SolveWithPython

Building a Neural Network Template in Python — The Training Loop and Stochastic Gradient Descent

(Neural Networks From Scratch · Article 4)

This is where learning finally happens

In Article 3, something important changed.

For the first time, the network could answer:

what went wrong (loss)
where it went wrong (gradients)

But the network still did nothing with that information.

Gradients alone do not change a model.

To learn, we need updates.

That update mechanism is called Stochastic Gradient Descent (SGD).
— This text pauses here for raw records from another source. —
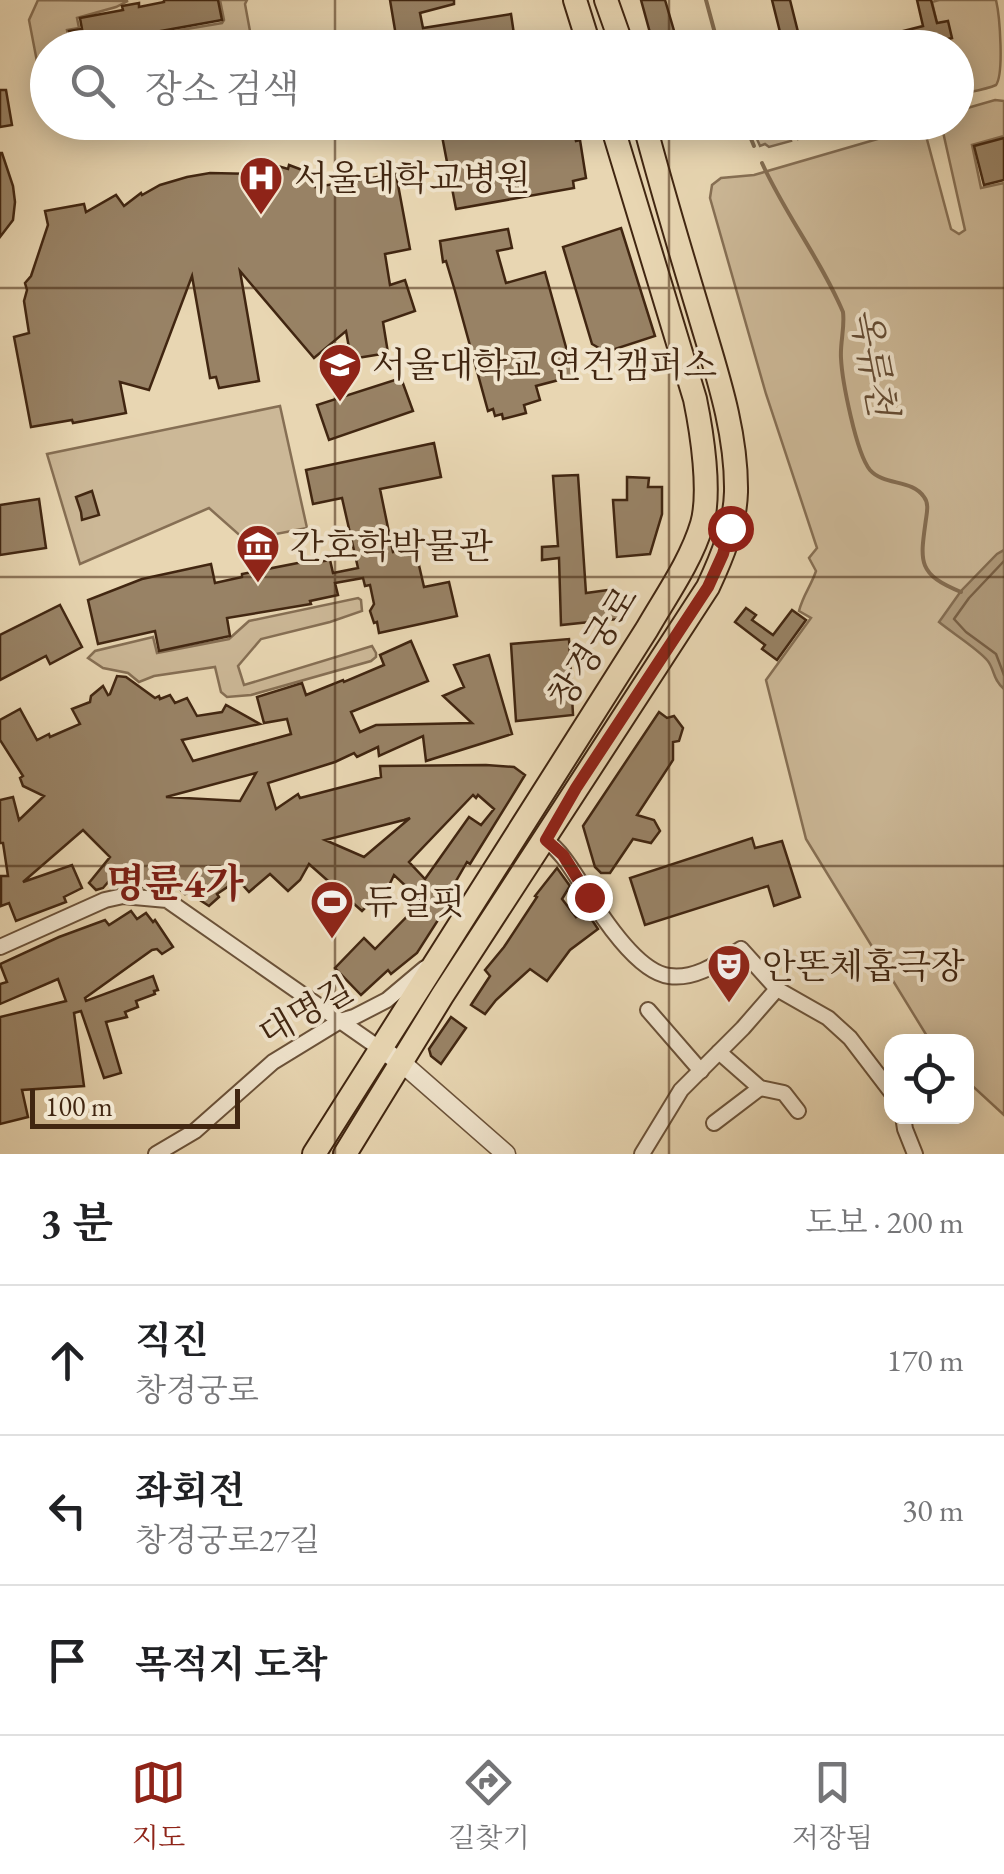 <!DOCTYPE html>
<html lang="ko">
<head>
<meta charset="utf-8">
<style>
  body { margin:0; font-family:"EB Garamond","Noto Serif KR",serif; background:#f2f2f2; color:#202124 }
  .controls { position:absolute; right:30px; bottom:30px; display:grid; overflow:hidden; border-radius:20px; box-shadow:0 5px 25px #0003 }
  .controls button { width:90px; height:90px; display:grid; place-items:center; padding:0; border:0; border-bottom:2px solid #e0e0e0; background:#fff; color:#202124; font:50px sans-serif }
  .scale { position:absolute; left:30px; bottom:25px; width:210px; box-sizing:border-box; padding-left:10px; border:5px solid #412611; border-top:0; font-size:28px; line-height:35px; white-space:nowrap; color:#412611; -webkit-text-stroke:8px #f0e4cd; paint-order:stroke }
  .stop { position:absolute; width:30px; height:30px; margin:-22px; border:8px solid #8f2418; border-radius:50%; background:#fff }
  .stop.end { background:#8f2418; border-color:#fff; box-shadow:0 2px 10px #0008 }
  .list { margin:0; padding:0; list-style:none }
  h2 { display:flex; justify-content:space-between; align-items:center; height:130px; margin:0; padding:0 40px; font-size:42px }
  h2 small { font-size:32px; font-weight:400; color:#757577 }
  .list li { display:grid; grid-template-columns:65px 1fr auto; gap:30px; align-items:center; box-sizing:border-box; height:150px; padding:0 40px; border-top:2px solid #e0e0e0 }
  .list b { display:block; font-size:38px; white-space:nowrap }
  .list p { margin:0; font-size:32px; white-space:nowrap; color:#757577 }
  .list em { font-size:32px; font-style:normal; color:#757577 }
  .icon { flex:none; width:55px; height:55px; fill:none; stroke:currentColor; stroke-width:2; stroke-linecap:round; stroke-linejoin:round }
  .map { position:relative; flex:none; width:1004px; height:1154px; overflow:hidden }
  .search { position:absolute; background:#fff; box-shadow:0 5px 25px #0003; left:30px; right:30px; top:30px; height:110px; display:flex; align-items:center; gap:25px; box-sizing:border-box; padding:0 35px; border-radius:55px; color:#757577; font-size:38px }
  .sheet { height:580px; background:#fff }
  nav { display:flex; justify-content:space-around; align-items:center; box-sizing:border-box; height:140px; border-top:2px solid #e0e0e0; background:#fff; font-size:28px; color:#757577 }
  nav a { display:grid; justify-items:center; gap:5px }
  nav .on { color:#8f2418 }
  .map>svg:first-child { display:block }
</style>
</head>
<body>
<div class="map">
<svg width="1004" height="1154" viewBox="0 0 1004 1154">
  <rect width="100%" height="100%" fill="#e8d6b2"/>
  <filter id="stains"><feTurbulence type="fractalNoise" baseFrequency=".002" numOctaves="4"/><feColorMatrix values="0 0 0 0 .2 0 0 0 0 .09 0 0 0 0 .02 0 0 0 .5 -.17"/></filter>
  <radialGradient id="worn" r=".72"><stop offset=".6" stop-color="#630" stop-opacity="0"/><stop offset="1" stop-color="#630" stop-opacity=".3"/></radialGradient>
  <g fill="#ccb897" stroke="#866f54" stroke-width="2.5">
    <path d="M38 0 128 1 116 7 77 18 79 28 67 30 70 47 48 48 47 92 43 93 29 20Z"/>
    <path d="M220 0H247L245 4 252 42 232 48 79 47 222 23 224 20Z"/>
    <path d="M939 0H996C1000 17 1004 74 996 85 985 90 968 92 957 95L956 48H915L937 23 932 2Z"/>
    <path d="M995 100 1004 101V136L972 145 981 188 1004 183V1115L967 1081 966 1042 930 1041 806 839 766 680 811 618 799 611C803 595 811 586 816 571L809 558 817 548 766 394 710 198 712 185 721 178 754 175 905 131 925 132 951 229 959 234 965 230 941 123 956 122 957 111Z"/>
    <path d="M793 122H856V123L798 139Z"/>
    <path d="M750 123H785L791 141 769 147 765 144 760 146Z"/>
    <path d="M280 406 307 528 245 540 209 508 80 564 47 454Z"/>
    <path d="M358 598 361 600 362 611 330 622 261 639 238 666 244 685 372 646 376 653V657L371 661 251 695 227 697 221 692 215 667 154 676 139 682 128 673 103 668 88 658 95 651 153 637 157 653 229 639 249 621Z"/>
  </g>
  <path fill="#af9a7b" stroke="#836c51" stroke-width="2.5" d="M1004 550V689C992 679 995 669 987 660 978 649 951 632 939 622L961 591 997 554Z"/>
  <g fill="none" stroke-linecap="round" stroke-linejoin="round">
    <path stroke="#786046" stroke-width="2.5" d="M1004 561 969 598 954 619 966 632 996 654 1004 675"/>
    <g stroke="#836c51" stroke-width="4">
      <path d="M706 0 719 48"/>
      <path d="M744 122 754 146"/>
      <path d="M762 163C785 214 821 260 843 312 845 328 840 342 841 358 842 380 856 453 870 470 884 486 912 479 924 497 929 503 927 512 926 519 920 562 917 574 961 592"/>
    </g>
  </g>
  <g fill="#988265" stroke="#412611" stroke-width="2.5" fill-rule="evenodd">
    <path d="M164 0H218L222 20 72 47 69 31 82 29 80 18 123 10 122 6 139 3V7L164 2Z"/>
    <path d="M390 0H454V4L420 13 423 28 511 14 516 48H398Z"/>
    <path d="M641 0H665L675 34 652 40Z"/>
    <path d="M772 0H790L802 48H784Z"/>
    <path d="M917 0H931L937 23 948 21 952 38 915 48H856V43L923 26Z"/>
    <path d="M0 90H6L12 125 0 127Z"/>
    <path d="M427 122H561L564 134 574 133 576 141 580 140 586 178 573 181 574 188 456 209 442 136 430 138Z"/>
    <path d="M1004 138V180L984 185 974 146Z"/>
    <path d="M0 153H2L13 186 15 202 13 220 0 237Z"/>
    <path d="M289 165 313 174 312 177 318 180 316 187 396 174 410 249 385 254 390 285 405 280 415 311 383 322 388 353 351 359 346 331 314 358 240 271 259 381 219 388 216 377 210 378 192 276 149 390 120 382 126 413 73 423 72 420 31 427 14 337 29 333 24 301 27 290 25 283 31 276 48 225 45 211 84 204 86 212 116 195 124 206 141 193 142 195 160 185 187 177 210 173 256 174 257 171 275 177 278 166 288 169Z"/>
    <path d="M621 228 655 336 606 352 592 344 563 247Z"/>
    <path d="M508 229 512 248 497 251 506 283 545 272 574 376 536 386 540 400 524 405 526 413 503 419 502 414 495 416 493 409 488 411 455 291 446 261 443 262 440 241Z"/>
    <path d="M401 378 413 411 329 440 317 405Z"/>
    <path d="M434 443 441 477 380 489 393 552 415 548 424 587 449 582 457 616 379 633 377 622 374 623 370 611 374 604 370 585 365 586 363 578 335 583 338 595 310 601 311 604 227 618 230 636 159 651 155 631 98 644 88 600 142 579 211 564 215 583 242 577V574L318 559V562L330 560 333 573 358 568 342 498 313 504 306 470Z"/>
    <path d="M578 475 586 593 608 590 618 591 619 619 561 625 559 558 542 560V547L558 546 553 476Z"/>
    <path d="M627 477 649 478 648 487H662V514L650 554 617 557 613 500H627Z"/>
    <path d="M92 491 99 515 82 520 81 512 76 497Z"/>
    <path d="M39 499 46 548 0 555V505Z"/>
    <path d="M60 605 82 647 50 664 46 656 0 680V635Z"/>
    <path d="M746 608 756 615 752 620 773 635 792 610 806 620 777 660 762 649 765 645 735 622Z"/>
    <path d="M569 639 573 715 516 721 511 644Z"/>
    <path d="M411 641 428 681 351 712 360 732 376 725 472 723 443 696 464 687 454 665 489 655 512 734 426 761 423 736 379 756 378 747 357 757 354 753 335 762 268 783 276 809 298 794 300 798 381 777 380 766 486 765 514 767 525 775 470 864 467 862 452 888 456 892 417 953 391 974 388 970 361 995 335 968 364 938 375 949 422 901 394 875 386 892 379 894 362 911 309 864 300 880 288 891 270 874 249 892 238 880 217 894 219 897 209 906 189 893 185 894 161 872 147 887H142L121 867 103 888 96 890 89 883 110 857 83 830 23 882 72 865 82 888 64 897 66 902 16 921 9 903 1 906V876H8L3 843H0V800L13 797 19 820 44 796 23 786 20 778 23 776 0 740V720L20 709 37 740 49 734 50 737 80 724 72 709 90 702 91 696 103 686 108 695 110 694 117 676 126 677 155 698 159 696 160 699 170 695 175 703 187 698 197 716 222 712 226 705 260 724 182 740 193 761 291 734 287 719 264 723 257 697 302 683 306 695 343 680 344 682 384 665 380 655ZM256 773 240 801 166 797ZM473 795 476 798 478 795 494 809 481 825 469 817 425 879 409 862ZM410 818 364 857 325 840 404 820Z"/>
    <path d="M659 712 667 718 674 716 683 728 679 741 673 742V760L637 815 654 820 660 831 651 843 633 839 610 873H601L595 867 583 826Z"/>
    <path d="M752 838 755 848 782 841 800 897 774 906 768 886 645 925 630 878Z"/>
    <path d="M557 868 570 886 562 899 576 917 586 911 598 929 570 950 547 981 530 969 496 1000 485 1014 471 1005 490 976 485 970 504 947 537 897 535 896Z"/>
    <path d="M131 911 137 919 146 913 153 922 155 920 173 947 162 954 157 949 152 950 85 998 86 1001 153 976 158 990 154 991 155 994 136 1001 138 1007 125 1012 127 1017 106 1022 121 1073 104 1078 81 1011 74 1013 84 1086 22 1090 28 1117 0 1124V1017L66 1001 58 979 0 1004V984L7 982 0 964 59 937 105 920 109 925Z"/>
    <path d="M451 1017 466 1028 441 1064 431 1056 429 1049Z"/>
  </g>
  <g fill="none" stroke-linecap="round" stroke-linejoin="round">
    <defs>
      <g id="minor">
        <path d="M546 840C563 853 572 870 584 888 600 914 637 972 669 976 695 980 720 962 741 949L777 989 828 1018 850 1038 892 1093"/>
        <path d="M0 947 105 900 123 896 167 900 379 1048"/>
        <path d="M648 1010 701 1071"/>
        <path d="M719 1052 760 1088 784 1093 798 1111"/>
        <path d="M903 1116 905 1129 915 1154"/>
        <path d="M714 1123 760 1088"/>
        <path d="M156 1154 195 1131 273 1062 340 1021 354 1017 387 1000 425 968"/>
        <path d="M642 1154 681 1090 743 1028 777 989"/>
      </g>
      <path id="tertiary" d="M379 1048 401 1062 506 1154"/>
      <g id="primary">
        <path d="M575 0 590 48"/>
        <path d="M606 0 623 48"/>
        <path d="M314 1154 647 629C666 596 691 561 702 524 711 492 702 433 695 399L611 122"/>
        <path d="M345 1154 442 996 708 587C722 557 735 526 736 492 737 431 716 371 699 313 680 250 661 186 644 122"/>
      </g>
    </defs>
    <use href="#minor" stroke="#6b5239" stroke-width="18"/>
    <use href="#tertiary" stroke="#6b5239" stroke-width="21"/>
    <use href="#primary" stroke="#412611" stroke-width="26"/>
    <use href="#minor" stroke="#f0e4cd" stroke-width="14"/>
    <use href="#tertiary" stroke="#f0e4cd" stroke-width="18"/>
    <use href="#primary" stroke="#e8d6b2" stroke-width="22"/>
  </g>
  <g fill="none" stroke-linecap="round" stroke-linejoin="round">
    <path stroke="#8f2418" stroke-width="12" d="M589 897 563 855 546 840 576 788 708 587 723 554 730 528"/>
  </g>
  <path fill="none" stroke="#412611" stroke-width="2.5" stroke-opacity="0.55" d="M335 0V48M669 0V48M335 122V1154M669 122V1154M0 288H1004M0 577H1004M0 866H1004"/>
  <defs>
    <symbol id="hospital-pin" viewBox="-11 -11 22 30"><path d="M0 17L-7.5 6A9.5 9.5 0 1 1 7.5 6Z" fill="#8f2418" stroke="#f0e4cd"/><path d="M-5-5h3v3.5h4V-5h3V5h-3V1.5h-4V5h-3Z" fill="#fff"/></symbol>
    <symbol id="university-pin" viewBox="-11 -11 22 30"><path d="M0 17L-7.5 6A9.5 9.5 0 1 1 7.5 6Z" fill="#8f2418" stroke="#f0e4cd"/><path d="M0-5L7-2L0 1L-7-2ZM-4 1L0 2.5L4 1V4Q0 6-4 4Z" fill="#fff"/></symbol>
    <symbol id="museum-pin" viewBox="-11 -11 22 30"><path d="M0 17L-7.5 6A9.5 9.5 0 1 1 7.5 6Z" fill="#8f2418" stroke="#f0e4cd"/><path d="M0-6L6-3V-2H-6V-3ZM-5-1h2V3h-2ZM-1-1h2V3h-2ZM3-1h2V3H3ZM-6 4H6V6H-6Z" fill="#fff"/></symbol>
    <symbol id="stadium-pin" viewBox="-11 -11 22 30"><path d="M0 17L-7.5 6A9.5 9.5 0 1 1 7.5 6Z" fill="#8f2418" stroke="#f0e4cd"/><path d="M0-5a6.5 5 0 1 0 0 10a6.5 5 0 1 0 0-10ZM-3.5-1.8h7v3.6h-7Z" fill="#fff"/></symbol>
    <symbol id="theatre-pin" viewBox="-11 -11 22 30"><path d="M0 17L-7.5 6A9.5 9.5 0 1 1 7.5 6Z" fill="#8f2418" stroke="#f0e4cd"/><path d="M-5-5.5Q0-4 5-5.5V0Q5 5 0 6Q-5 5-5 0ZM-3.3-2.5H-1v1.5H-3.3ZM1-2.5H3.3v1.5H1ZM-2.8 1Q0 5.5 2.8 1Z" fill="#fff"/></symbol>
  </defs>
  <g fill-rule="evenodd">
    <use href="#hospital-pin" x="236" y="153" width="50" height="68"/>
    <use href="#university-pin" x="315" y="340" width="50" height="68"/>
    <use href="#museum-pin" x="233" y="521" width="50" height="68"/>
    <use href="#stadium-pin" x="307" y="877" width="50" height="68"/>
    <use href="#theatre-pin" x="704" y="941" width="50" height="68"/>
  </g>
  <g text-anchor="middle" stroke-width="8" stroke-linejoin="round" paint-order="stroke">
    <g font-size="35" fill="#412611" stroke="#f0e4cd" text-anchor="start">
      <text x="294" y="190">서울대학교병원</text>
      <text x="372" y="377">서울대학교 연건캠퍼스</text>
      <text x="290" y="558">간호학박물관</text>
      <text x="364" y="914">듀얼핏</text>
      <text x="762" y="978">안똔체홉극장</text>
    </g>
    <g font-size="35" fill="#412611" stroke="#f0e4cd">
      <text transform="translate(593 647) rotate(-58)" y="12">창경궁로</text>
      <text transform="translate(306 1011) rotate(-30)" y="12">대명길</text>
    </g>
    <g font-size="38" font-style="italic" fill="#624931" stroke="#f0e4cd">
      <text transform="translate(874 362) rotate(80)" y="13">옥류천</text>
    </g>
    <g font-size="40" font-weight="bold" fill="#7a1f14" stroke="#f0e4cd">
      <text x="175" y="897">명륜4가</text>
    </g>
  </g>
  <rect width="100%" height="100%" filter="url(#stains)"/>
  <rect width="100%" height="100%" fill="url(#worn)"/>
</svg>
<div class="controls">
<button><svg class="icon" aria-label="locate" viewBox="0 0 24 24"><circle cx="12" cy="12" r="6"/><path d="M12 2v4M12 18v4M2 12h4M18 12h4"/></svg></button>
</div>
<div class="scale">100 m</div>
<div class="stop" style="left:730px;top:528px"></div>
<div class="stop end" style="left:589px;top:897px"></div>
<div class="search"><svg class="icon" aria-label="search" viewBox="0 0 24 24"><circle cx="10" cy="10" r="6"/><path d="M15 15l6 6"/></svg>장소 검색</div>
</div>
<section class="sheet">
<h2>3 분<small>도보 · 200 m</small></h2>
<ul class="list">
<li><svg class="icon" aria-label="ahead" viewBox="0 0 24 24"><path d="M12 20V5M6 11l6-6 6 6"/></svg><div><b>직진</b><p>창경궁로</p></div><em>170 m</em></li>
<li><svg class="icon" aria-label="left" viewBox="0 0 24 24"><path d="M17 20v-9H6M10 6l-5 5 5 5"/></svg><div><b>좌회전</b><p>창경궁로27길</p></div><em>30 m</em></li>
<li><svg class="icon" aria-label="arrive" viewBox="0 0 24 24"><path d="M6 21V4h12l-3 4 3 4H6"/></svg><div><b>목적지 도착</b></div></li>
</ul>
</section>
<nav>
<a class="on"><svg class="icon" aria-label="map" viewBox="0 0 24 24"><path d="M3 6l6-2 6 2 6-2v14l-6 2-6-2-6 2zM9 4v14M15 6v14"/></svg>지도</a>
<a><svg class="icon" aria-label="directions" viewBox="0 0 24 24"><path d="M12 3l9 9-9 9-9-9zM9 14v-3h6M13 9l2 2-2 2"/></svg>길찾기</a>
<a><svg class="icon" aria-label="saved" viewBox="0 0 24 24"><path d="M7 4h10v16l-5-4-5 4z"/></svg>저장됨</a>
</nav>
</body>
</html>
The core idea of SGD (plain English)

SGD follows a very simple rule:

Move each weight a little bit in the direction that reduces the loss.

That’s it.

No magic.
No intelligence.
Just repeated small corrections.

The update rule (minimal math)

For a single weight:

new_weight = old_weight − learning_rate × gradient

gradient tells us which direction to move
learning rate tells us how far to move

What is the learning rate?

The learning rate controls step size.

Too large → unstable learning
Too small → very slow learning
Just right → steady improvement

Typical beginner values:

0.1
0.01
0.001

We will start simple.

Step 1: Implement SGD

Create nn/optimizers.py:

class SGD:
    def __init__(self, lr=0.01):
        self.lr = lr
    def step(self, layers):
        for layer in layers:
            if hasattr(layer, "weights"):
                for i in range(len(layer.weights)):
                    for j in range(len(layer.weights[i])):
                        layer.weights[i][j] -= self.lr * layer.grad_weights[i][j]
                for i in range(len(layer.bias)):
                    layer.bias[i] -= self.lr * layer.grad_bias[i]

This optimizer:

looks at each layer
checks if it has trainable parameters
applies gradient updates

Step 2: Add training logic to `NeuralNet`

Update nn/core.py:

			
class NeuralNet:
    def __init__(self, layers, loss, optimizer):
        self.layers = layers
        self.loss = loss
        self.optimizer = optimizer
    def forward(self, x):
        for layer in self.layers:
            x = layer.forward(x)
        return x
    def backward(self, grad):
        for layer in reversed(self.layers):
            grad = layer.backward(grad)
    def train_step(self, x, y):
        y_pred = self.forward(x)
        loss_value = self.loss.forward(y_pred, y)
        grad_loss = self.loss.backward()
        self.backward(grad_loss)
        self.optimizer.step(self.layers)
        return loss_value

		

This is the heart of learning.

Step 3: The training loop

Now we repeat the same steps many times.

Create examples/04_training_demo.py:

import random
from nn.layers import Dense
from nn.core import NeuralNet
from nn.losses import MSE
from nn.optimizers import SGD
random.seed(42)
net = NeuralNet(
    layers=[Dense(1, 1)],
    loss=MSE(),
    optimizer=SGD(lr=0.1)
)
X = [[1.0], [2.0], [3.0], [4.0]]
y = [2.0, 4.0, 6.0, 8.0]
for epoch in range(20):
    total_loss = 0.0
    for x, target in zip(X, y):
        loss = net.train_step(x, [target])
        total_loss += loss
    print(f"Epoch {epoch:02d} | Loss: {total_loss:.4f}")

Run:

python -m examples.04_training_demo

What you should observe

You should see something like:

			
Epoch 00 | Loss: 12.83
Epoch 01 | Loss: 4.91
Epoch 02 | Loss: 1.87
...
Epoch 19 | Loss: 0.02

		

The exact numbers may differ slightly.

What matters:

loss goes down
predictions improve
learning is happening

Why this works

Each epoch:

Forward pass → prediction
Loss → error size
Backward pass → gradients
SGD → weight update

Repeated many times:

random network
becomes structured
approximates the data

Important beginner insight

Training is just repetition with correction.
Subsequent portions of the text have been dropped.